Rubinstein at age 88 here.

He had macular degeneration, the eye affliction I most fear. It took my father’s vision away in his mid 80s. So Rubinstein here was legally blind, although he still had peripheral vision. He had, in my belief, the best natural piano technique I’ve ever seen, and if you want to learn how to move when you are young, copy what he did at age 90. There are no extra movements, no stupid unnecessary facial expressions. Here he is paired with Andre Previn, another legend.

And Rubinstein from a rare recording made in 1942

He was not quite 60 years old. Here he was at the absolute peak of his technical powers. How they made a recording this good in 1942 I do not understand. This is unbelievable.

The greatest piano concerto ever written?

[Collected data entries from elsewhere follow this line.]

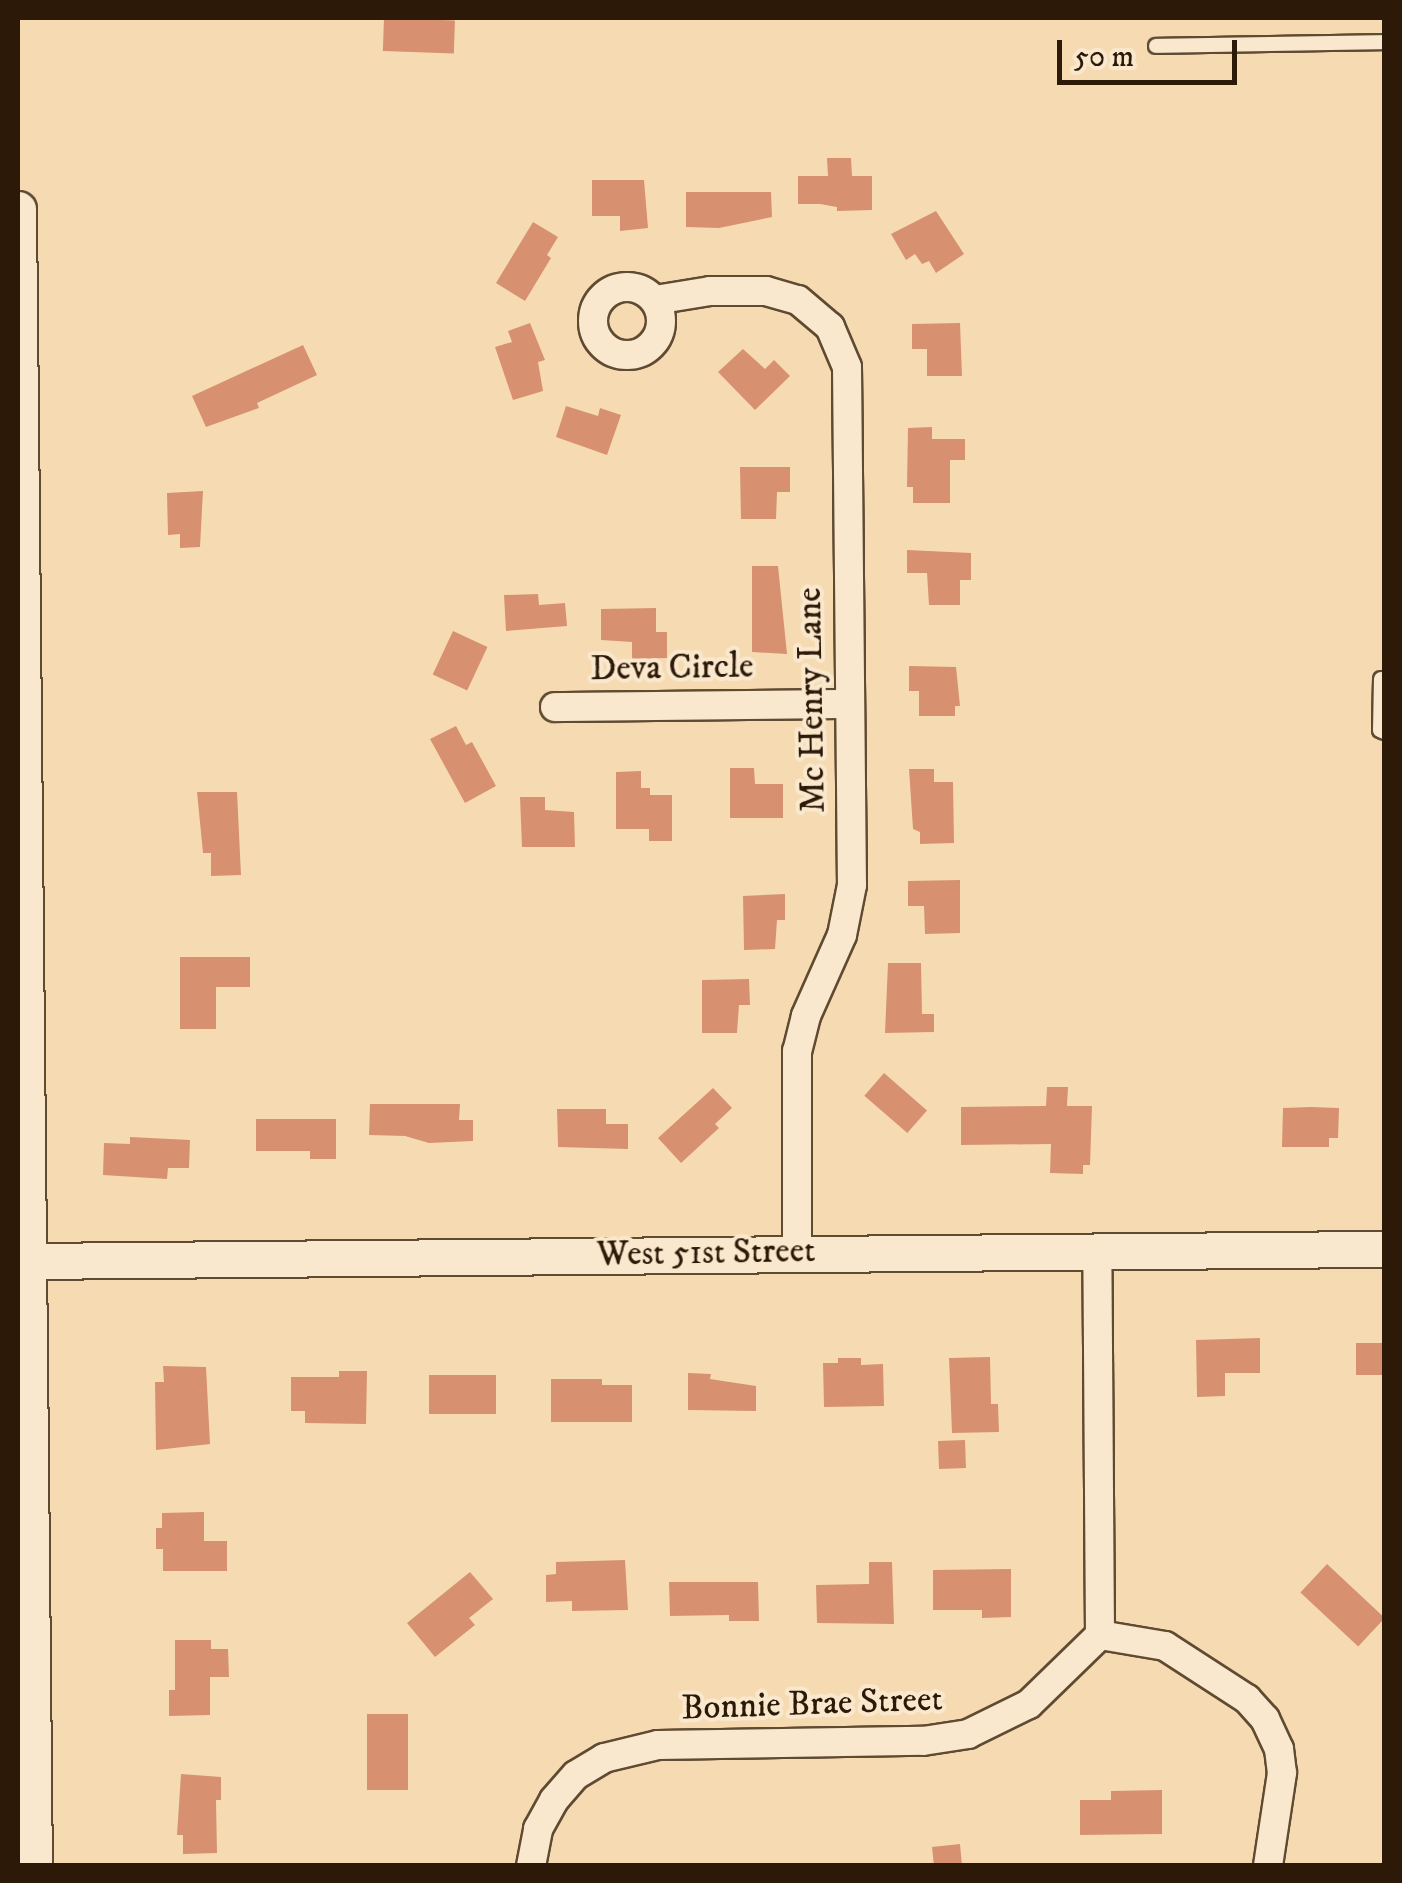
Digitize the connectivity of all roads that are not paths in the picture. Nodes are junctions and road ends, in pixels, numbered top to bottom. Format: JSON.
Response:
{"nodes":[{"id":1,"x":1384,"y":42,"type":"edge"},
{"id":2,"x":1156,"y":46,"type":"dead end"},
{"id":3,"x":18,"y":209,"type":"edge"},
{"id":4,"x":655,"y":300,"type":"dead end"},
{"id":5,"x":1381,"y":679,"type":"dead end"},
{"id":6,"x":850,"y":704,"type":"junction"},
{"id":7,"x":555,"y":707,"type":"dead end"},
{"id":8,"x":1384,"y":732,"type":"edge"},
{"id":9,"x":1097,"y":1249,"type":"junction"},
{"id":10,"x":1384,"y":1249,"type":"edge"},
{"id":11,"x":797,"y":1252,"type":"junction"},
{"id":12,"x":27,"y":1261,"type":"junction"},
{"id":13,"x":24,"y":1489,"type":"edge"},
{"id":14,"x":1100,"y":1635,"type":"junction"},
{"id":15,"x":34,"y":1866,"type":"edge"},
{"id":16,"x":531,"y":1866,"type":"edge"},
{"id":17,"x":1268,"y":1866,"type":"edge"}],
"edges":[{"from":1,"to":2,"type":"lane"},
{"from":3,"to":12,"type":"street"},
{"from":4,"to":6,"type":"street","name":"Mc Henry Lane"},
{"from":5,"to":8,"type":"lane"},
{"from":6,"to":7,"type":"street","name":"Deva Circle"},
{"from":6,"to":11,"type":"street","name":"Mc Henry Lane"},
{"from":9,"to":10,"type":"street","name":"West 51st Street"},
{"from":9,"to":11,"type":"street","name":"West 51st Street"},
{"from":9,"to":14,"type":"street"},
{"from":11,"to":12,"type":"street","name":"West 51st Street"},
{"from":12,"to":13,"type":"street"},
{"from":13,"to":15,"type":"street"},
{"from":14,"to":16,"type":"street","name":"Bonnie Brae Street"},
{"from":14,"to":17,"type":"street"}]}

Rachmaninov thought so and said so many times to other people. I’m not fond of “greatest ever” statements, but certainly this is at the very top of the list for both effective writing and popularity. It has never been anything else but extremely popular.

Four very different recordings…

The first is modern, so the sound is very good and easy to listen to. The second is famous historically, but it was recorded much earlier and the sound is much less pleasant. The third is Rubinstein as a very old man, so there is much to be learned from that. Finally the last is from 1942, when he was still a technical giant. He was breathing fire at the time.

Composed in 1868…

Grieg was at the time 24 years old. It was completed before his birthday.

The final version came right before his death…

He continued to revise it until weeks before he died. At the end he made around 300 small revisions, which means he was still thinking about changes for almost 40 years.

Popular for more than 150 years…

Think about that the next time you hear big hype about something written last month or even in the last year. There has never been a time when this concerto stopped being an audience favorite.

Liszt and Grieg…

At Grieg’s visit to Franz Liszt in Rome in 1870, Liszt played the notes by sight before an audience of musicians and gave very good comments on Grieg’s work which would later influence him. Grieg changed his concerto many times with over 300 differences to the original score. Liszt suggested changing the second theme of the first movement from cello to trumpet. Grieg followed this suggestion at first but later reversed the change.

Link to Schumann…

Grieg’s concerto is often compared to the piano concerto of Robert Schumann: it is in the same key. But Liszt’s 2nd Concerto in A major is also in the same key, though major, so really there are three concertos that have similarities. Most people miss the connection to Liszt.

The timeline…

Schumann composed his concerto in 1841. Liszt composed his first concerto in 1849, the second in 1861. When Grieg wrote his in 1868 it is impossible that he did not know these other works. So the timeline is Schumann to Liszt to Grieg, in that order. However, Liszt used a very different form, more like that of a tone poem with linking sections.

First concerto recorded…

The Grieg Piano Concerto was the first piano concerto ever recorded, in 1909, but only about six minutes of it because of the limited technology of the time. Since then it has been used in movies from the year 1939 right through to the spy thriller, Red Sparrow, in 2018.

4 thoughts on “1868: Grieg: Piano Concerto in A minor

  1. It is said Dinu died young… but he played the Concerto marvelously. The piece itself took enough time to compose that it would have been a lot of Dinu’s life.

  2. I’m aware that composers make changes, but three hundred , WOW!!! I didn’t know that this piece took Grieg forty years to complete.

    As I’m now learning about morphing, I found the information about the “Schubert morph” to be very interesting.

  3. I did not know that this was the first piano concerto to have ever been recorded. How special and magical that must have been at the time, even if it was only 6 minutes.